*** STORED DATA Section Begins ***
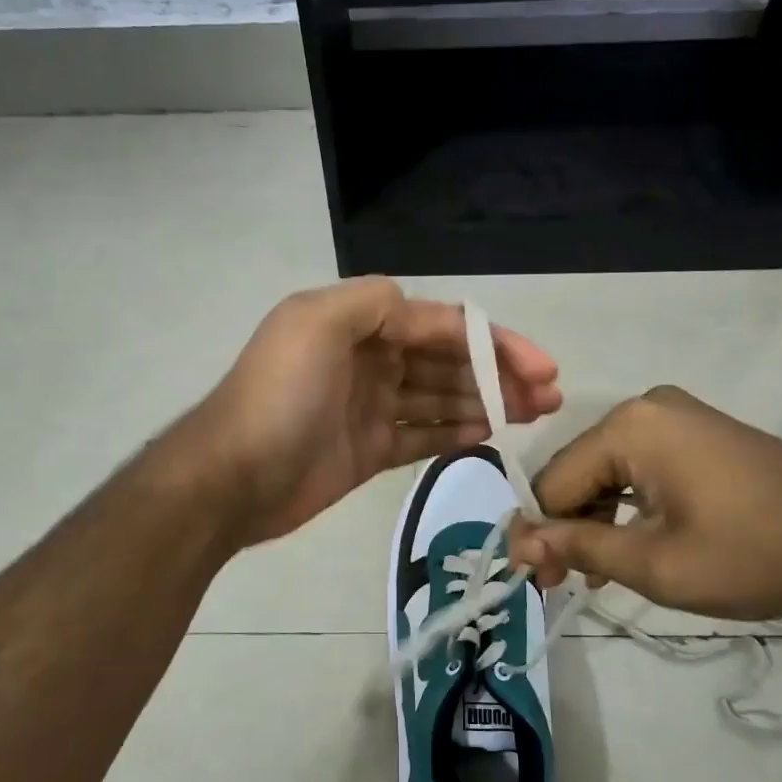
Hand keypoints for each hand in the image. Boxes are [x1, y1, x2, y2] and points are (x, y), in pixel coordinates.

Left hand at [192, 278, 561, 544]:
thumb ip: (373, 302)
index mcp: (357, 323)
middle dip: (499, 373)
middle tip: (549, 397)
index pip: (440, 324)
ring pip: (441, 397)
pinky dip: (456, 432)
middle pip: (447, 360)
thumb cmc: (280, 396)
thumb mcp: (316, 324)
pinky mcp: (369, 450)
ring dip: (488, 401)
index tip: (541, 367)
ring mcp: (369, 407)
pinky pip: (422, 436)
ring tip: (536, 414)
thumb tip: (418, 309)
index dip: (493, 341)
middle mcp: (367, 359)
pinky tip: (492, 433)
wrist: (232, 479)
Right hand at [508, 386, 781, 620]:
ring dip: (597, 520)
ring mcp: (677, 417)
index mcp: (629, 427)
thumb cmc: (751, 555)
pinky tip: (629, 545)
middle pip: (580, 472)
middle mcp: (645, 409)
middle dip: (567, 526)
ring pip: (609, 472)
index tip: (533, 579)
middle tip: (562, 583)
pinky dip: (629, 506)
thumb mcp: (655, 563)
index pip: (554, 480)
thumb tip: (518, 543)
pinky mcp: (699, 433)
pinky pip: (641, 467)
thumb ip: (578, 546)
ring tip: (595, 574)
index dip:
*** STORED DATA Section Ends ***
REQUIRED ACTION: The stretch of entries above that starts with the line containing "middle pip: (447, 360)" and goes on through the line containing "thumb ip: (578, 546)" is to be transcribed exactly, and no other line is to be transcribed.

EXERCISE RESULT:
middle pip: (447, 360)
thumb cmc: (280, 396)
thumb mcp: (316, 324)
pinky mcp: (369, 450)
ring dip: (488, 401)
index tip: (541, 367)
ring mcp: (369, 407)
pinky pip: (422, 436)
ring tip: (536, 414)
thumb tip: (418, 309)
index dip: (493, 341)
middle mcp: (367, 359)
pinky tip: (492, 433)
wrist: (232, 479)
Right hand at [508, 386, 781, 620]:
ring dip: (597, 520)
ring mcp: (677, 417)
index mcp: (629, 427)
thumb cmc: (751, 555)
pinky tip: (629, 545)
middle pip: (580, 472)
middle mcp: (645, 409)
middle dip: (567, 526)
ring pip: (609, 472)
index tip: (533, 579)
middle tip: (562, 583)
pinky dip: (629, 506)
thumb mcp: (655, 563)
index pip: (554, 480)
thumb tip: (518, 543)
pinky mcp: (699, 433)
pinky pip: (641, 467)
thumb ip: (578, 546)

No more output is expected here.